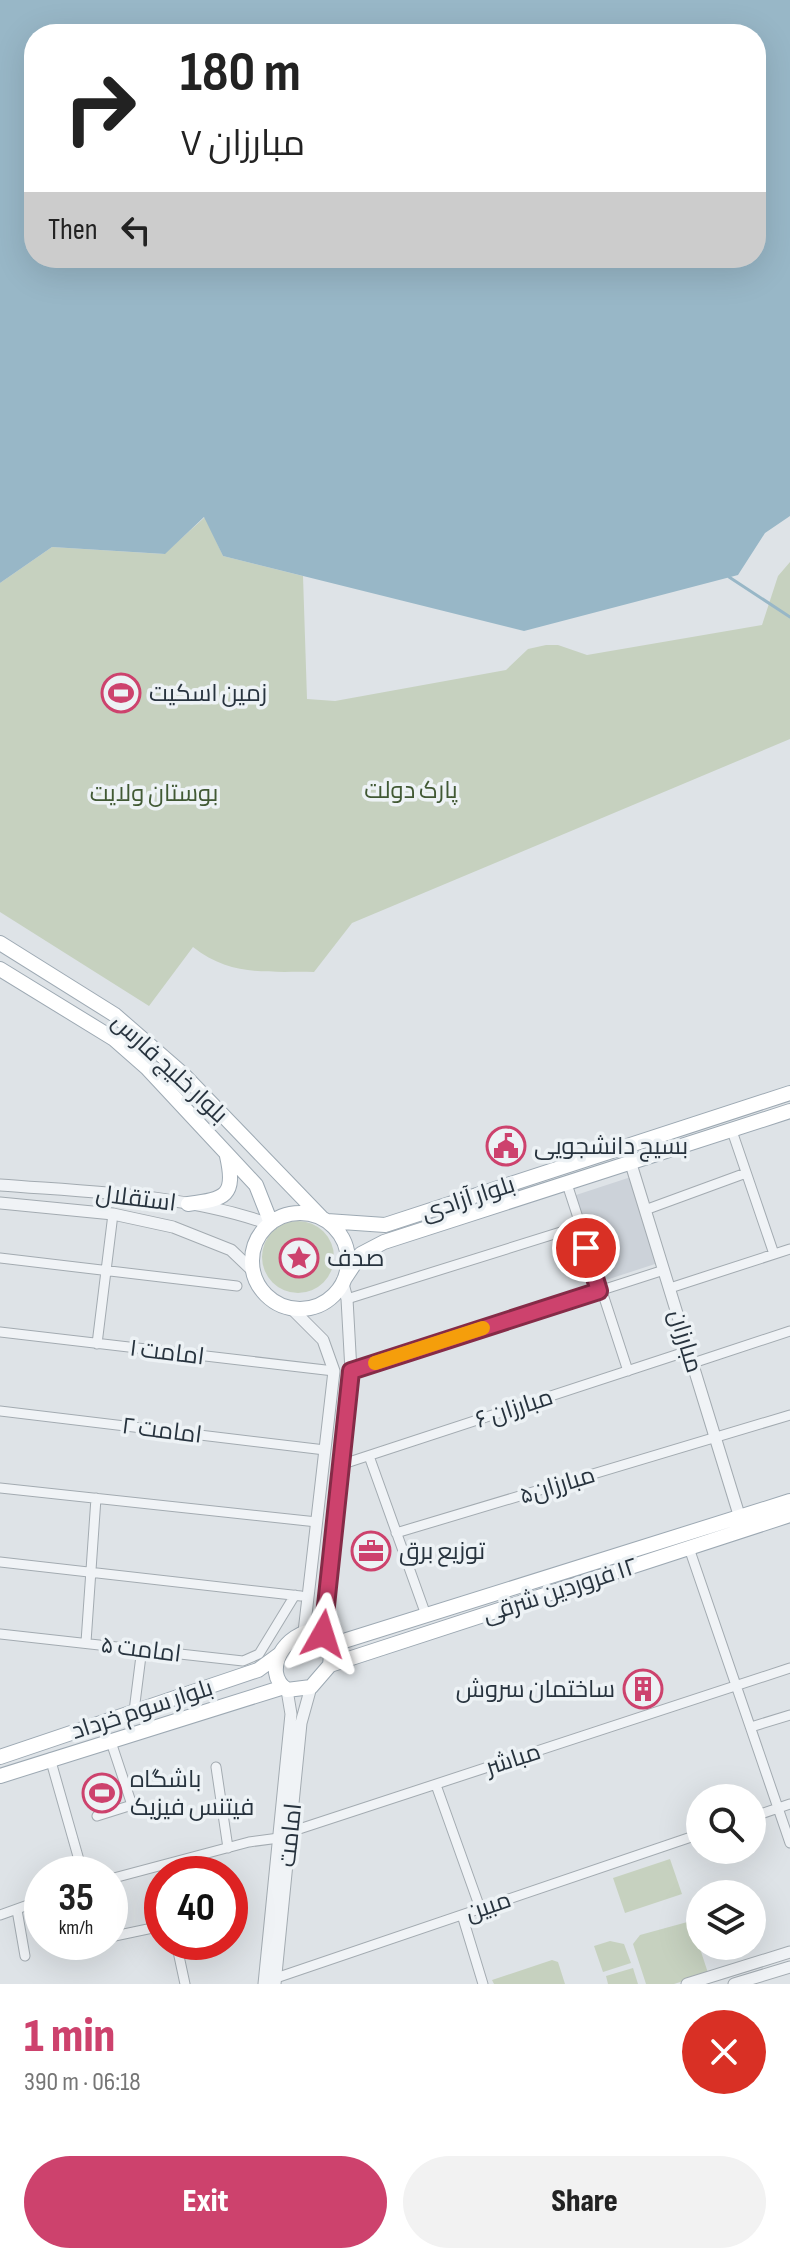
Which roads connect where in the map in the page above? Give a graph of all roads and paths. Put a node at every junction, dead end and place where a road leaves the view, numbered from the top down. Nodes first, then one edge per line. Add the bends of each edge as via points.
1 (0, 943) edge
2 (0, 969) edge
3 (790, 1093) edge
4 (790, 1111) edge
5 (732, 1131) junction
6 (226, 1152) junction
7 (631, 1164) junction
8 (746, 1173) junction
9 (567, 1184) junction
10 (0, 1185) edge
11 (0, 1203) edge
12 (188, 1204) junction
13 (645, 1210) junction
14 (113, 1214) junction
15 (324, 1219) junction
16 (270, 1224) junction
17 (580, 1226) junction
18 (790, 1249) edge
19 (774, 1254) junction
20 (0, 1258) edge
21 (664, 1270) junction
22 (106, 1271) junction
23 (254, 1272) junction
24 (344, 1281) junction
25 (237, 1286) dead end
26 (670, 1288) junction
27 (599, 1291) junction
28 (347, 1299) junction
29 (291, 1308) junction
30 (790, 1331) edge
31 (0, 1332) edge
32 (97, 1344) junction
33 (688, 1351) junction
34 (331, 1356) junction
35 (351, 1357) junction
36 (693, 1363) junction
37 (334, 1371) junction
38 (351, 1371) junction
39 (628, 1371) junction
40 (0, 1411) edge
41 (790, 1415) edge
42 (717, 1436) junction
43 (325, 1450) junction
44 (369, 1456) junction
45 (340, 1465) junction
46 (0, 1488) edge
47 (96, 1498) junction
48 (790, 1501) edge
49 (790, 1515) edge
50 (740, 1518) junction
51 (317, 1522) junction
52 (396, 1533) junction
53 (689, 1548) junction
54 (0, 1562) edge
55 (91, 1572) junction
56 (295, 1595) junction
57 (308, 1597) junction
58 (426, 1615) junction
59 (304, 1632) junction
60 (0, 1634) edge
61 (362, 1637) junction
62 (327, 1639) junction
63 (86, 1642) junction
64 (142, 1648) junction
65 (368, 1652) junction
66 (280, 1654) junction
67 (330, 1665) junction
68 (790, 1668) edge
69 (233, 1680) junction
70 (737, 1686) junction
71 (311, 1687) junction
72 (286, 1689) junction
73 (245, 1697) junction
74 (134, 1711) junction
75 (790, 1715) edge
76 (751, 1727) junction
77 (110, 1739) junction
78 (0, 1757) edge
79 (50, 1758) junction
80 (216, 1767) dead end
81 (0, 1776) edge
82 (436, 1785) junction
83 (790, 1804) edge
84 (779, 1808) junction
85 (766, 1812) edge
86 (97, 1816) dead end
87 (284, 1835) junction
88 (686, 1839) edge
89 (790, 1843) edge
90 (228, 1848) junction
91 (78, 1856) edge
92 (128, 1874) edge
93 (24, 1907) edge
94 (480, 1908) junction
95 (17, 1910) junction
96 (0, 1915) edge
97 (462, 1915) junction
98 (24, 1950) edge
99 (790, 1952) edge
100 (180, 1960) edge
101 (790, 1967) edge
102 (276, 1981) edge
103 (185, 1984) edge
104 (264, 1984) edge
105 (483, 1984) edge
106 (687, 1984) edge
107 (734, 1984) edge

1 - 15 main road, بلوار خلیج فارس via 127,1025 184,1075
2 - 6 main road, بلوار خلیج فارس via 114,1039
3 - 15 main road, بلوار آزادی via 385,1225
4 - 5 main road, بلوار آزادی
5 - 7 main road, بلوار آزادی
5 - 8 street
6 - 12 main road via 230,1189 219,1198
6 - 16 main road, بلوار خلیج فارس via 256,1185
7 - 9 main road, بلوار آزادی
7 - 13 street, مبارزان
8 - 13 street
8 - 19 street
9 - 17 street
9 - 24 main road, بلوار آزادی via 384,1242 361,1254
10 - 12 street, استقلال
11 - 14 street, استقلال
12 - 16 street, استقلال
13 - 21 street, مبارزان
14 - 22 street
14 - 23 street, استقلال via 173,1227 231,1250
15 - 16 main road via 295,1213
15 - 24 main road via 346,1246
16 - 23 main road via 256,1243
17 - 27 street
17 - 28 street
18 - 19 street
19 - 26 street
20 - 22 street
21 - 26 street, مبارزان
21 - 27 street
22 - 25 street
22 - 32 street
23 - 29 main road via 270,1299
24 - 28 street
24 - 29 main road via 326,1301
26 - 33 street, مبارزان
27 - 38 street
27 - 39 street
28 - 35 street
29 - 34 street via 323,1340
30 - 36 street
31 - 32 street, امامت ۱
32 - 37 street, امامت ۱
33 - 36 street, مبارزان
33 - 39 street, مبارزان ۶
34 - 35 street via 339,1342
34 - 37 street
35 - 38 street
36 - 42 street, مبارزان
37 - 43 street
38 - 45 street
39 - 44 street, مبارزان ۶
40 - 43 street, امامت ۲
41 - 42 street, مبارزان۵
42 - 50 street, مبارزان
42 - 52 street, مبارزان۵
43 - 51 street
44 - 45 street, مبارزان ۶
44 - 52 street
45 - 62 street
46 - 47 street
47 - 51 street
47 - 55 street
48 - 50 main road, ١٢ فروردین شرقی
49 - 53 main road, ١٢ فروردین شرقی
50 - 58 main road, ١٢ فروردین شرقی
51 - 57 street
52 - 58 street
53 - 65 main road, ١٢ فروردین شرقی
53 - 70 street
54 - 55 street
55 - 56 street
55 - 63 street
56 - 57 street
56 - 64 street, امامت ۵ via 259,1654 243,1661
57 - 59 street
58 - 61 main road, ١٢ فروردین شرقی
59 - 62 main road
59 - 66 main road
60 - 63 street, امامت ۵
61 - 62 main road, ١٢ فروردین شرقی
61 - 65 main road via 355,1649
62 - 67 main road
63 - 64 street, امامت ۵
64 - 74 street
65 - 67 main road, ١٢ فروردین شرقی
66 - 69 main road, بلوار سوم خرداد
66 - 72 main road via 275,1672
67 - 71 main road
68 - 70 street, مباشر
69 - 73 main road via 245,1684
69 - 74 main road, بلوار سوم خرداد
70 - 76 street
70 - 82 street, مباشر
71 - 72 main road
71 - 87 street, امامت
72 - 73 main road, بلوار سوم خرداد
72 - 87 street, امامت via 291,1714
73 - 77 main road, بلوار سوم خرداد
74 - 78 main road, بلوار سوم خرداد
75 - 76 street
76 - 84 street
77 - 79 main road, بلوار سوم خرداد
77 - 86 street via 132,1805
79 - 81 main road, بلوار سوم خرداد
79 - 91 street
80 - 90 street
82 - 87 street, مباشر
82 - 94 street
83 - 84 street
84 - 85 street
84 - 89 street
87 - 90 street, مباشر
87 - 102 street, امامت
87 - 104 street, امامت
88 - 94 street, مبین
90 - 92 street, مباشر
93 - 95 street
94 - 97 street, مبین
95 - 96 street
95 - 98 street
97 - 102 street, مبین
97 - 105 street
99 - 106 street
100 - 103 street
101 - 107 street

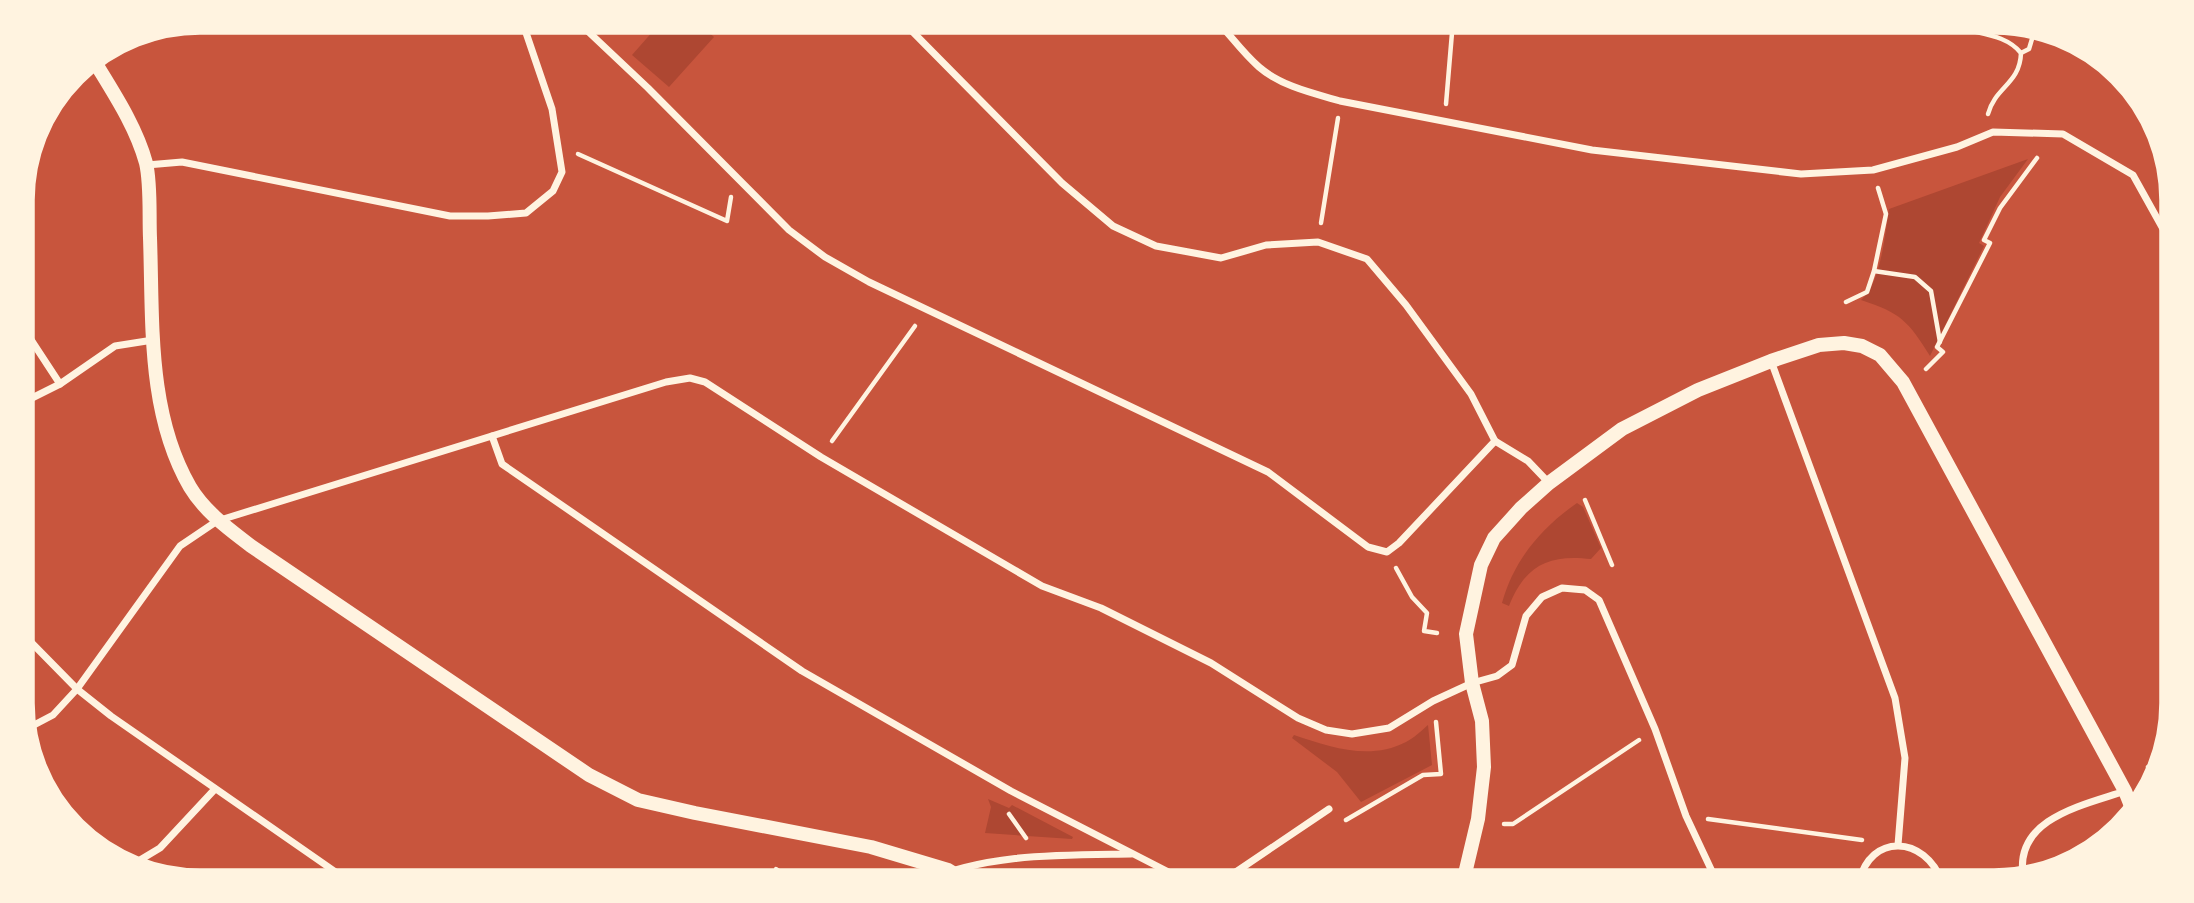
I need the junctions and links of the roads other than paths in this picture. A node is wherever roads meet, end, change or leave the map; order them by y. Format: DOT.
graph roads {
  1 [pos="526,33"];
  2 [pos="589,33"];
  3 [pos="914,33"];
  4 [pos="1228,33"];
  5 [pos="99,68"];
  6 [pos="146,165"];
  7 [pos="2161,225"];
  8 [pos="154,340"];
  9 [pos="34,344"];
  10 [pos="1771,361"];
  11 [pos="60,384"];
  12 [pos="34,397"];
  13 [pos="492,436"];
  14 [pos="1495,441"];
  15 [pos="1549,483"];
  16 [pos="217,521"];
  17 [pos="33,644"];
  18 [pos="1472,683"];
  19 [pos="77,689"];
  20 [pos="35,724"];
  21 [pos="215,789"];
  22 [pos="2124,791"];
  23 [pos="2129,801"];
  24 [pos="1329,809"];
  25 [pos="1898,845"];
  26 [pos="1134,853"];
  27 [pos="142,859"];
  28 [pos="2022,867"];
  29 [pos="1165,869"];
  30 [pos="1240,869"];
  31 [pos="1466,869"];
  32 [pos="1711,869"];
  33 [pos="1864,869"];
  34 [pos="1935,869"];
  35 [pos="332,870"];
  36 [pos="947,870"];
  37 [pos="950,870"];
  1 -- 6 [label="street"];
  2 -- 14 [label="street"];
  3 -- 14 [label="street"];
  4 -- 7 [label="street"];
  5 -- 6 [label="main road"];
  6 -- 8 [label="main road"];
  8 -- 11 [label="street"];
  8 -- 16 [label="main road"];
  9 -- 11 [label="street"];
  10 -- 15 [label="main road"];
  10 -- 22 [label="main road"];
  10 -- 25 [label="street"];
  11 -- 12 [label="street"];
  13 -- 16 [label="street"];
  13 -- 18 [label="street"];
  13 -- 26 [label="street"];
  14 -- 15 [label="street"];
  15 -- 18 [label="main road"];
  16 -- 19 [label="street"];
  16 -- 36 [label="main road"];
  17 -- 19 [label="street"];
  18 -- 31 [label="main road"];
  18 -- 32 [label="street"];
  19 -- 20 [label="street"];
  19 -- 21 [label="street"];
  21 -- 27 [label="street"];
  21 -- 35 [label="street"];
  22 -- 23 [label="main road"];
  22 -- 28 [label="street"];
  24 -- 30 [label="street"];
  25 -- 33 [label="street"];
  25 -- 34 [label="street"];
  26 -- 29 [label="street"];
  26 -- 37 [label="street"];
}
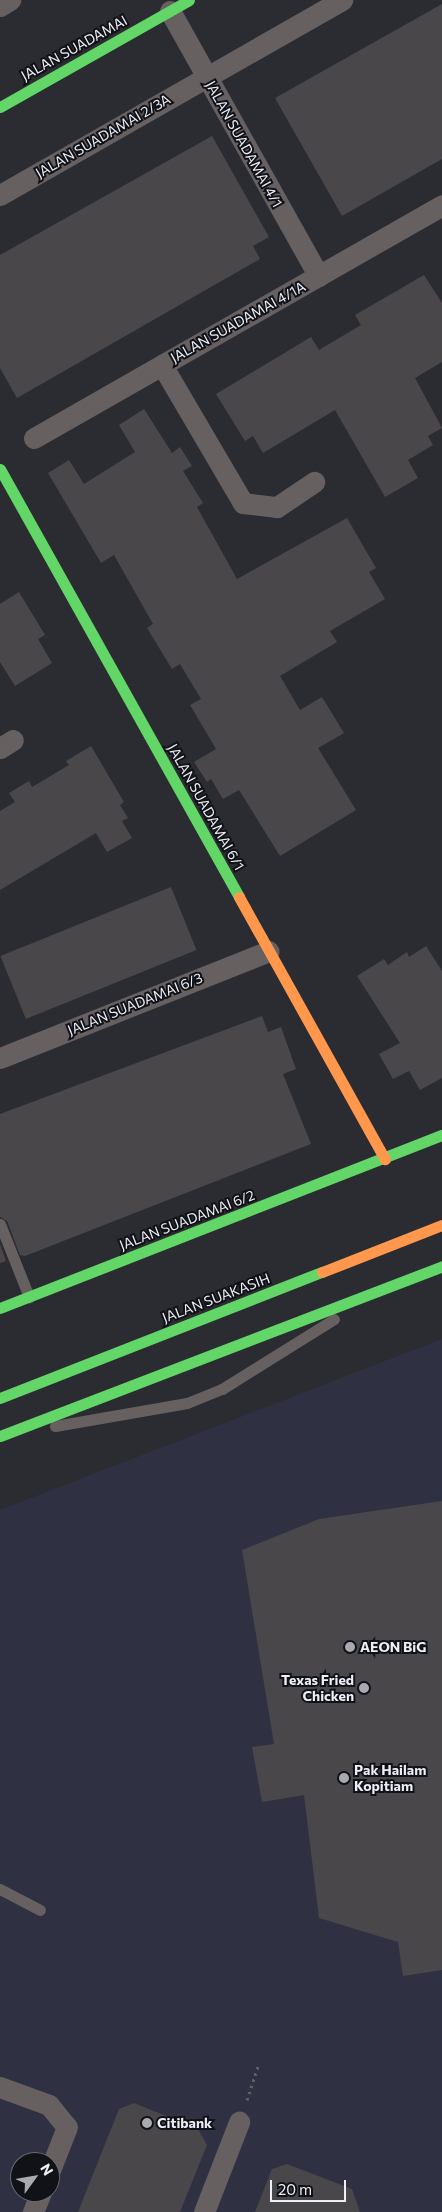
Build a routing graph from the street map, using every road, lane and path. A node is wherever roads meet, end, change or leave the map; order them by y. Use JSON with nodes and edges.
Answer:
{"nodes":[{"id":1,"x":10,"y":0,"type":"edge"},
{"id":2,"x":189,"y":0,"type":"edge"},
{"id":3,"x":342,"y":0,"type":"edge"},
{"id":4,"x":0,"y":6,"type":"edge"},
{"id":5,"x":170,"y":11,"type":"junction"},
{"id":6,"x":207,"y":76,"type":"junction"},
{"id":7,"x":0,"y":107,"type":"edge"},
{"id":8,"x":0,"y":196,"type":"edge"},
{"id":9,"x":442,"y":205,"type":"edge"},
{"id":10,"x":319,"y":276,"type":"junction"},
{"id":11,"x":162,"y":365,"type":"junction"},
{"id":12,"x":34,"y":438,"type":"dead end"},
{"id":13,"x":0,"y":468,"type":"edge"},
{"id":14,"x":314,"y":482,"type":"dead end"},
{"id":15,"x":269,"y":951,"type":"junction"},
{"id":16,"x":0,"y":1058,"type":"edge"},
{"id":17,"x":442,"y":1135,"type":"edge"},
{"id":18,"x":385,"y":1159,"type":"junction"},
{"id":19,"x":0,"y":1224,"type":"edge"},
{"id":20,"x":442,"y":1225,"type":"edge"},
{"id":21,"x":442,"y":1266,"type":"edge"},
{"id":22,"x":386,"y":1287,"type":"junction"},
{"id":23,"x":29,"y":1297,"type":"junction"},
{"id":24,"x":0,"y":1308,"type":"edge"},
{"id":25,"x":0,"y":1398,"type":"edge"},
{"id":26,"x":4,"y":1435,"type":"edge"},
{"id":27,"x":0,"y":1889,"type":"edge"},
{"id":28,"x":40,"y":1910,"type":"dead end"},
{"id":29,"x":258,"y":2066,"type":"dead end"},
{"id":30,"x":0,"y":2087,"type":"edge"},
{"id":31,"x":247,"y":2102,"type":"dead end"},
{"id":32,"x":239,"y":2122,"type":"dead end"},
{"id":33,"x":57,"y":2152,"type":"edge"},
{"id":34,"x":204,"y":2212,"type":"edge"}],
"edges":[{"from":1,"to":4,"type":"street"},
{"from":2,"to":5,"type":"street","name":"JALAN SUADAMAI"},
{"from":3,"to":6,"type":"street","name":"JALAN SUADAMAI 2/3A"},
{"from":5,"to":6,"type":"street","name":"JALAN SUADAMAI 4/1"},
{"from":5,"to":7,"type":"street","name":"JALAN SUADAMAI"},
{"from":6,"to":8,"type":"street","name":"JALAN SUADAMAI 2/3A"},
{"from":6,"to":10,"type":"street","name":"JALAN SUADAMAI 4/1"},
{"from":9,"to":10,"type":"street","name":"JALAN SUADAMAI 4/1A"},
{"from":10,"to":11,"type":"street","name":"JALAN SUADAMAI 4/1A"},
{"from":11,"to":12,"type":"street","name":"JALAN SUADAMAI 4/1A"},
{"from":11,"to":14,"type":"street"},
{"from":13,"to":15,"type":"street","name":"JALAN SUADAMAI 6/1"},
{"from":15,"to":16,"type":"street","name":"JALAN SUADAMAI 6/3"},
{"from":15,"to":18,"type":"street","name":"JALAN SUADAMAI 6/1"},
{"from":17,"to":18,"type":"street","name":"JALAN SUADAMAI 6/2"},
{"from":18,"to":23,"type":"street","name":"JALAN SUADAMAI 6/2"},
{"from":19,"to":23,"type":"lane"},
{"from":20,"to":25,"type":"street","name":"JALAN SUAKASIH"},
{"from":21,"to":22,"type":"street"},
{"from":22,"to":26,"type":"street"},
{"from":22,"to":26,"type":"lane"},
{"from":23,"to":24,"type":"street","name":"JALAN SUADAMAI 6/2"},
{"from":27,"to":28,"type":"lane"},
{"from":29,"to":31,"type":"path"},
{"from":30,"to":33,"type":"street"},
{"from":32,"to":34,"type":"street"}]}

**How to complete this task**: Find every line in the records that uses the string "lane", then copy it.

**Answer below**:
Build a routing graph from the street map, using every road, lane and path. A node is wherever roads meet, end, change or leave the map; order them by y. Use JSON with nodes and edges.
{"from":19,"to":23,"type":"lane"},
{"from":22,"to":26,"type":"lane"},
{"from":27,"to":28,"type":"lane"},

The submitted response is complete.